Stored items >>
%%

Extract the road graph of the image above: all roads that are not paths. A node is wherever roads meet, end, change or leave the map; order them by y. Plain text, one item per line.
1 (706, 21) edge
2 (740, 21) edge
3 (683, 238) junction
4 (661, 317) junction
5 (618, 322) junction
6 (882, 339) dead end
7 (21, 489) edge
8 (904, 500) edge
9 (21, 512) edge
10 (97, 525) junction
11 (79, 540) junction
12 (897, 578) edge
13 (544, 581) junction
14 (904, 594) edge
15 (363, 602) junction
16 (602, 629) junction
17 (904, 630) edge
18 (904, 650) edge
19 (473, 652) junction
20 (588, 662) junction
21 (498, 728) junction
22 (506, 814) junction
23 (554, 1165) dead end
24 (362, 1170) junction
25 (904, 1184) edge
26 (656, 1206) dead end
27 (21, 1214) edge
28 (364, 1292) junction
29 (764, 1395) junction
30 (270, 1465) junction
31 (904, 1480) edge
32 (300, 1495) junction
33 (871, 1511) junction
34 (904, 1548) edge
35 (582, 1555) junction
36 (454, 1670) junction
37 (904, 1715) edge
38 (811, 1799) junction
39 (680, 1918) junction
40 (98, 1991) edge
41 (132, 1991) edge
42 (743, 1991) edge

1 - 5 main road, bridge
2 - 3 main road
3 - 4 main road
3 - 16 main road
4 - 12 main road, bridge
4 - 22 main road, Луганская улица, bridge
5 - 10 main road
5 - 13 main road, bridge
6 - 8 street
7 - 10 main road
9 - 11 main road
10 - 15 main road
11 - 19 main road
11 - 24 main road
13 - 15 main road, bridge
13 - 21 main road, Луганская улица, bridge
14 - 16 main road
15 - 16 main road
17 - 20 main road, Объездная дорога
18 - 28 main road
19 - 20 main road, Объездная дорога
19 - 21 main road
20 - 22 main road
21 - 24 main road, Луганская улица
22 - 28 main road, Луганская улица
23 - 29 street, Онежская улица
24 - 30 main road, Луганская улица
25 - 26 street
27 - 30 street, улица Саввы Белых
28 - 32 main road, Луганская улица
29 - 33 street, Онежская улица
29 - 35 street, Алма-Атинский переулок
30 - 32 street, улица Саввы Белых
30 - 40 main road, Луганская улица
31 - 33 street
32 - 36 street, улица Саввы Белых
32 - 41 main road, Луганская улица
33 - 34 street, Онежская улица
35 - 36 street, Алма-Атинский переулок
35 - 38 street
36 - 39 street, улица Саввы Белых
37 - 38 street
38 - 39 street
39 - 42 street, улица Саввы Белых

%%

WORK TO COMPLETE >>
Transcribe every line of the records, keeping each one exact.

TASK OUTPUT >>
Extract the road graph of the image above: all roads that are not paths. A node is wherever roads meet, end, change or leave the map; order them by y. Plain text, one item per line.
1 (706, 21) edge
2 (740, 21) edge
3 (683, 238) junction
4 (661, 317) junction
5 (618, 322) junction
6 (882, 339) dead end
7 (21, 489) edge
8 (904, 500) edge
9 (21, 512) edge
10 (97, 525) junction
11 (79, 540) junction
12 (897, 578) edge
13 (544, 581) junction
14 (904, 594) edge
15 (363, 602) junction
16 (602, 629) junction
17 (904, 630) edge
18 (904, 650) edge
19 (473, 652) junction
20 (588, 662) junction
21 (498, 728) junction
22 (506, 814) junction
23 (554, 1165) dead end
24 (362, 1170) junction
25 (904, 1184) edge
26 (656, 1206) dead end
27 (21, 1214) edge
28 (364, 1292) junction
29 (764, 1395) junction
30 (270, 1465) junction
31 (904, 1480) edge
32 (300, 1495) junction
33 (871, 1511) junction
34 (904, 1548) edge
35 (582, 1555) junction
36 (454, 1670) junction
37 (904, 1715) edge
38 (811, 1799) junction
39 (680, 1918) junction
40 (98, 1991) edge
41 (132, 1991) edge
42 (743, 1991) edge

1 - 5 main road, bridge
2 - 3 main road
3 - 4 main road
3 - 16 main road
4 - 12 main road, bridge
4 - 22 main road, Луганская улица, bridge
5 - 10 main road
5 - 13 main road, bridge
6 - 8 street
7 - 10 main road
9 - 11 main road
10 - 15 main road
11 - 19 main road
11 - 24 main road
13 - 15 main road, bridge
13 - 21 main road, Луганская улица, bridge
14 - 16 main road
15 - 16 main road
17 - 20 main road, Объездная дорога
18 - 28 main road
19 - 20 main road, Объездная дорога
19 - 21 main road
20 - 22 main road
21 - 24 main road, Луганская улица
22 - 28 main road, Луганская улица
23 - 29 street, Онежская улица
24 - 30 main road, Луганская улица
25 - 26 street
27 - 30 street, улица Саввы Белых
28 - 32 main road, Луганская улица
29 - 33 street, Онежская улица
29 - 35 street, Алма-Атинский переулок
30 - 32 street, улица Саввы Белых
30 - 40 main road, Луганская улица
31 - 33 street
32 - 36 street, улица Саввы Белых
32 - 41 main road, Луганская улица
33 - 34 street, Онежская улица
35 - 36 street, Алма-Атинский переулок
35 - 38 street
36 - 39 street, улица Саввы Белых
37 - 38 street
38 - 39 street
39 - 42 street, улица Саввы Белых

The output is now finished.